Chinese New Year is just around the corner and so, as it is every year, this signals the time when my parents work themselves up into a frenzy of house keeping. Mountains upon mountains worth of mess, caused as a result of decadent and slothful living for the past few months have to be cleared in under two weeks. Suffice to say; it's never pretty. Just day two, and we've already carted out three cars full of trash to the recycling station and the dump, and that's AFTER we stuffed the trunk, back seat AND the passenger's seat.
Still, digging through piles of recently forgotten garbage has its advantages. Why, just a couple of hours ago I managed to procure for myself three box frames, a very large. bell jar, and a wallet for my troubles. The bell jar I can use for my self-contained environments, the boxes, meanwhile are going to be perfect for insect displays.
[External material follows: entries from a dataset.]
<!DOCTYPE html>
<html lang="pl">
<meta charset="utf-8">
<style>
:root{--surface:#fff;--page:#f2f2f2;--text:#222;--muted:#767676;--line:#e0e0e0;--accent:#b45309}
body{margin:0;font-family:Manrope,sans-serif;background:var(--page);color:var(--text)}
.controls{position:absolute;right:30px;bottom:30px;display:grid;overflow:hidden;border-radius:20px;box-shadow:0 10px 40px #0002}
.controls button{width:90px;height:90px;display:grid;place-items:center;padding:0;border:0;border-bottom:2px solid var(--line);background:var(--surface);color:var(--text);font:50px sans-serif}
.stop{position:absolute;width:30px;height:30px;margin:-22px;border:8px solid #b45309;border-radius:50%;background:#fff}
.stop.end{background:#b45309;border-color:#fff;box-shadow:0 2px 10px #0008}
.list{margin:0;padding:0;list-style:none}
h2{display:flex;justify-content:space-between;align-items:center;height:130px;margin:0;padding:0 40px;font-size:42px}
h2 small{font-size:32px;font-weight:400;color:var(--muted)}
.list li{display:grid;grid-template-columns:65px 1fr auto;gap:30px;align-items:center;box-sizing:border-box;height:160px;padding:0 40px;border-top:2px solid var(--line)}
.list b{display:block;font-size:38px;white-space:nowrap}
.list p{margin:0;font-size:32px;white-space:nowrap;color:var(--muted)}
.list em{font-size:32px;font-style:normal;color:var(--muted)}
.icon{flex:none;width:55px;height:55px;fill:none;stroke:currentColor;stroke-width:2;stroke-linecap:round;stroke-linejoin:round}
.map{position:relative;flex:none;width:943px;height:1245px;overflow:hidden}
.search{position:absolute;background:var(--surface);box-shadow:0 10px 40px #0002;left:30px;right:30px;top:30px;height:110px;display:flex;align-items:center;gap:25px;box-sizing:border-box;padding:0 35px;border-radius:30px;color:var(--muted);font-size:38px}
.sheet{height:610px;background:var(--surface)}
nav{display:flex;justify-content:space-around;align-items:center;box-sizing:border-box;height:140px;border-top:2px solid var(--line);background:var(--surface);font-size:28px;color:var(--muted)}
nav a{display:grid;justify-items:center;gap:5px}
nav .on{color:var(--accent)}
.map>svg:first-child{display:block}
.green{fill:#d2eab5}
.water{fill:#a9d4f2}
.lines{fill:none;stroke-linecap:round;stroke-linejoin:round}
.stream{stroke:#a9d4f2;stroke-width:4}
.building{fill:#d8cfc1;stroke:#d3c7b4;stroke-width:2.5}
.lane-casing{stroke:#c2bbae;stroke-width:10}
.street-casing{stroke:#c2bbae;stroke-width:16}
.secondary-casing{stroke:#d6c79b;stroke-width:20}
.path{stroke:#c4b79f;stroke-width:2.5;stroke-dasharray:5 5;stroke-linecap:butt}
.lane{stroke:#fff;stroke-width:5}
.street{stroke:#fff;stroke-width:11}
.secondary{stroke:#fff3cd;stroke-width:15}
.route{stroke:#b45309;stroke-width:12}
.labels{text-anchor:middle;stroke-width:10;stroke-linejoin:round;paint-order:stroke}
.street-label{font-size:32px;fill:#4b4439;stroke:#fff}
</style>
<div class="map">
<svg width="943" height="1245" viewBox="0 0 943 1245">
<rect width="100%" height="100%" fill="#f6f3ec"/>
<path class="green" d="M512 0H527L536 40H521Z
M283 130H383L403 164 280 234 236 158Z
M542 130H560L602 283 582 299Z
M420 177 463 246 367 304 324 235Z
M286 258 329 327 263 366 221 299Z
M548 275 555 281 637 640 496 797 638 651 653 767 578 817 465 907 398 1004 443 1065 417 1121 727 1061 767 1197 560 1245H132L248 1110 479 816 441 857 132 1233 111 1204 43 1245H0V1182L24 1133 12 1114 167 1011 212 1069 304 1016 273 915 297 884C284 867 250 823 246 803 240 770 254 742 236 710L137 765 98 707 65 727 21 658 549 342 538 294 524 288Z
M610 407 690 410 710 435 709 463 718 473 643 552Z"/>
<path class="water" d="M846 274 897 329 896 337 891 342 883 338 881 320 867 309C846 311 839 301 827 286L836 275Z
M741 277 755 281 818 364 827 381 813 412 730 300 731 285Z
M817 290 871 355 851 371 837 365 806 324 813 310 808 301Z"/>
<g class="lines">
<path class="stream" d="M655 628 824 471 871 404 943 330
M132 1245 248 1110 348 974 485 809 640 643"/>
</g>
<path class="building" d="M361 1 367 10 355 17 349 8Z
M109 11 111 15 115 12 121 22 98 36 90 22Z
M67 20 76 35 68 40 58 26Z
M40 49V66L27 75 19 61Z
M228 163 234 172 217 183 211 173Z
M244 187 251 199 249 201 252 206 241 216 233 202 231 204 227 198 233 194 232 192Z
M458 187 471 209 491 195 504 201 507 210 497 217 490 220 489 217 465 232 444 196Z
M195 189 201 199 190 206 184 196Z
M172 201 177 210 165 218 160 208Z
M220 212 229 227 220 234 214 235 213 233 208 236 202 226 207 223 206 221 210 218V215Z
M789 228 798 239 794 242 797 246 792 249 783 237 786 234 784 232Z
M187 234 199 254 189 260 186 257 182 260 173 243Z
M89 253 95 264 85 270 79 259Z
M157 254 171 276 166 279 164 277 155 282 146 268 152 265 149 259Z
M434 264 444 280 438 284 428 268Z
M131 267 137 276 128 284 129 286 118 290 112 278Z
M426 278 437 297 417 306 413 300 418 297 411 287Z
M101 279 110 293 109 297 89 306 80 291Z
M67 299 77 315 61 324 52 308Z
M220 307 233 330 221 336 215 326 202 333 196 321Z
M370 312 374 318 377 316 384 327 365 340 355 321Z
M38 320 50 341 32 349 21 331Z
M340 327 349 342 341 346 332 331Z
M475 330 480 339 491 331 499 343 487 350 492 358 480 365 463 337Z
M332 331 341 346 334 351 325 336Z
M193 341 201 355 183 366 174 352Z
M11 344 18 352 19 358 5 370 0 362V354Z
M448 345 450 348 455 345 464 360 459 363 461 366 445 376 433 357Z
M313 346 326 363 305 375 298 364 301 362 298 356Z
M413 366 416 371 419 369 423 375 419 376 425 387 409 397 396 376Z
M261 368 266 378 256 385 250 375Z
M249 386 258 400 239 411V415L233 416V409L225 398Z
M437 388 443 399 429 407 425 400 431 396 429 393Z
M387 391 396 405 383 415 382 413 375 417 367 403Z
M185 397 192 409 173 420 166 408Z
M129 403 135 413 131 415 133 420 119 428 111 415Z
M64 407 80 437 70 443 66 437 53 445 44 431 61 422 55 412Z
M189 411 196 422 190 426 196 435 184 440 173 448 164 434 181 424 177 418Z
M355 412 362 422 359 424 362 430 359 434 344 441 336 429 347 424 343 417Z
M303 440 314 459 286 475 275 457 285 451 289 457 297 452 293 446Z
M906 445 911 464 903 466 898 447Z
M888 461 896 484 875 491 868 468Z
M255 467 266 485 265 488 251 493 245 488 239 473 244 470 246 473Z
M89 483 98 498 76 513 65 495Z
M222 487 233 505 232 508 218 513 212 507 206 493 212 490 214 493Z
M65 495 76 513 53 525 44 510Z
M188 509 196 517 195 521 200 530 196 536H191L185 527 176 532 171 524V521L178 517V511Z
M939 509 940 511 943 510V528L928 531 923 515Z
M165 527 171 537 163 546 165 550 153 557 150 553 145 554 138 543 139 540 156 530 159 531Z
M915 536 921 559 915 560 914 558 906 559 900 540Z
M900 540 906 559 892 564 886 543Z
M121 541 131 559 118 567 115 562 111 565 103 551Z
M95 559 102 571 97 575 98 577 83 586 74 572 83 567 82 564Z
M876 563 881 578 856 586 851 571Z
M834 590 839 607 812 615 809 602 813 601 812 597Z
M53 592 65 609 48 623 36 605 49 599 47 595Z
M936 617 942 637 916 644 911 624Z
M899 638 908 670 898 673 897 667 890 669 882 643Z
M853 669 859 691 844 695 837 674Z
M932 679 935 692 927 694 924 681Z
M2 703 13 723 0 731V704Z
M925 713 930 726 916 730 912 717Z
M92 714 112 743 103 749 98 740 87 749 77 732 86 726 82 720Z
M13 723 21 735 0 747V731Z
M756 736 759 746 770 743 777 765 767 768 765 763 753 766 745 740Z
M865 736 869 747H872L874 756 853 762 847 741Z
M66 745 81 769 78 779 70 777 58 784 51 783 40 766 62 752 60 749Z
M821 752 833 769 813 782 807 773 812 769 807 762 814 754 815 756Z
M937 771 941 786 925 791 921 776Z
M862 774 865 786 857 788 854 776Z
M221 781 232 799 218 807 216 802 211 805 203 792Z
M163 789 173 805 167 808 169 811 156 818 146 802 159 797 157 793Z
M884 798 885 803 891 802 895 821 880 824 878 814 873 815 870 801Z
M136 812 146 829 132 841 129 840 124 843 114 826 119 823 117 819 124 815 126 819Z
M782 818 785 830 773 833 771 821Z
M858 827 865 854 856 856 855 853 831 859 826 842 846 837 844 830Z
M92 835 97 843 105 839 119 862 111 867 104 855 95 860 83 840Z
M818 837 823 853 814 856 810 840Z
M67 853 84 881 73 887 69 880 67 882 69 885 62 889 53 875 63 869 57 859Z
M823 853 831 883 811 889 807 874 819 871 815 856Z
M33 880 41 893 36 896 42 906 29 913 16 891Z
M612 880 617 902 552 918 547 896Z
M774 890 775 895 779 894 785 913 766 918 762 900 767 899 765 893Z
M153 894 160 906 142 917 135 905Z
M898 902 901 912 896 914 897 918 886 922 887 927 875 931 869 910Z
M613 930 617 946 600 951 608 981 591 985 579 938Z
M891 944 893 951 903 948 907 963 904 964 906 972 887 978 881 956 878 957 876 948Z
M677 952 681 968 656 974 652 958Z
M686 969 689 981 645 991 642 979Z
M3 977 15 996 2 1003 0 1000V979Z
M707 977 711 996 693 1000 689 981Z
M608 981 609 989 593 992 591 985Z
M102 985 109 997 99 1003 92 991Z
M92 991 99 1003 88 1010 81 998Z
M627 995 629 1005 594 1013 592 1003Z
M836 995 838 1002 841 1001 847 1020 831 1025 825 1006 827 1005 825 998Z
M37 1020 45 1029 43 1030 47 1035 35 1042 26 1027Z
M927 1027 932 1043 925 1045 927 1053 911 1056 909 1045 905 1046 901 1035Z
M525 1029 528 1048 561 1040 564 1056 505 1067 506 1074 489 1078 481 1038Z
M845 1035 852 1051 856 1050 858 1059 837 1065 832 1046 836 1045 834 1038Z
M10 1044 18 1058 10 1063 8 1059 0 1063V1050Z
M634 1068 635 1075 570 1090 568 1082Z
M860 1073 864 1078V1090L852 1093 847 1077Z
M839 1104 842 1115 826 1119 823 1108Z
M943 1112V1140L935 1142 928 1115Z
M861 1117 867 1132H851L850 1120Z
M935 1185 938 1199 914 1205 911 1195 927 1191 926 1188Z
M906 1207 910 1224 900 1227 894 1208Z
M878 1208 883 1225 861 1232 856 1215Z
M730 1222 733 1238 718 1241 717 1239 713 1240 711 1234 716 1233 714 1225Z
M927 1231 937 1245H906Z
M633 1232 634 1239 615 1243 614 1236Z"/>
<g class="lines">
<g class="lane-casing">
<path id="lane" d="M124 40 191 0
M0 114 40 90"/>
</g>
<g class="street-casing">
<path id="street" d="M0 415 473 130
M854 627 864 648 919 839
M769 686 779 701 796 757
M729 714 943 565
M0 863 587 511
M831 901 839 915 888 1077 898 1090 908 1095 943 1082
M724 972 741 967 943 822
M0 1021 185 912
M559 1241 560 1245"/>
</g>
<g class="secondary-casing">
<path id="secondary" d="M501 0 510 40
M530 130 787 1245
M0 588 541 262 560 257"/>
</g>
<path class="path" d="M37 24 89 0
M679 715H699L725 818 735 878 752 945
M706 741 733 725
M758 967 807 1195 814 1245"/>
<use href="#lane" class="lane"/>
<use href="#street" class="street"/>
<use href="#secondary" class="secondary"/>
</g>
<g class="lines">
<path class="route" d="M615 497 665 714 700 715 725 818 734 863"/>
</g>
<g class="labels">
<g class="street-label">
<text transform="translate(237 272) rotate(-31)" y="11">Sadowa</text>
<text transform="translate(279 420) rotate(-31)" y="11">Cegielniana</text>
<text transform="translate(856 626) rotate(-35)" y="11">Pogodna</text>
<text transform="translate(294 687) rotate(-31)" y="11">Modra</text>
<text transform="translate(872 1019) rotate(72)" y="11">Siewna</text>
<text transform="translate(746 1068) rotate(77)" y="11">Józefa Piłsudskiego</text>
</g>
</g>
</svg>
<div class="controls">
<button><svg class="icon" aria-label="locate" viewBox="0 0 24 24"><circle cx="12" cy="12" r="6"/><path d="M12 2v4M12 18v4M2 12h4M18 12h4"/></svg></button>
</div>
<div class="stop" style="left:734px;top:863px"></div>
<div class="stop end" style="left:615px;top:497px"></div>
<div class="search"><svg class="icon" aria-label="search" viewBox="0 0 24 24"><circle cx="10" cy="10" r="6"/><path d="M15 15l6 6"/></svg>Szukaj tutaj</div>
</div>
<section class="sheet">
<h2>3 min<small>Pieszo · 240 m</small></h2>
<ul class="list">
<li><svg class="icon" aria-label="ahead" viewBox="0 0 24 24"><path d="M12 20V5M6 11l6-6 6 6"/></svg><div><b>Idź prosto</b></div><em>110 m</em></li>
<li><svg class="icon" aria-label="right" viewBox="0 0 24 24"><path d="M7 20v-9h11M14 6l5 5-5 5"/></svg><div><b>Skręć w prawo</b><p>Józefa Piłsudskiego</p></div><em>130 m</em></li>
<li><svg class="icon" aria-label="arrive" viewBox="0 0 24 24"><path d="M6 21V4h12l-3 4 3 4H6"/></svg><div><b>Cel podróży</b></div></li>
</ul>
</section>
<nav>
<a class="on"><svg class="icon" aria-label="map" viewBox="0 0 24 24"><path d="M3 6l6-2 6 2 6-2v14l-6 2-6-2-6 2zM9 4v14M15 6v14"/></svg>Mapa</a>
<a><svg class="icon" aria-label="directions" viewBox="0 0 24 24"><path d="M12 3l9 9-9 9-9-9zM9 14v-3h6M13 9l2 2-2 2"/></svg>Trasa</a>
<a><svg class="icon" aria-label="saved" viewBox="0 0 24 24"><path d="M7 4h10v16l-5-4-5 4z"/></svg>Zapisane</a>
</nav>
I chose the Death's Head Hawkmoth I found in Sarawak as one of the insects I intended for my displays. Acherontia styx, or Lachesis (I can't be sure which) are two parts of three subspecies of moths (the third being called Atropos, after the Moirai of Greek mythology) with unique markings that resemble a skull, or "Death's Head" on their thoraxes. Because of this, the moths have long been regarded as omens of misfortune and bad luck in cultures across the world.
Superstitions aside, the moths are also known as bee-robbers for their propensity to sneak into hives for honey. The moths disguise themselves from the bees by emitting pheromones but its not a fool proof method and moths have sometimes been found stung to death in hives; An indication of how far these insects will go for honey.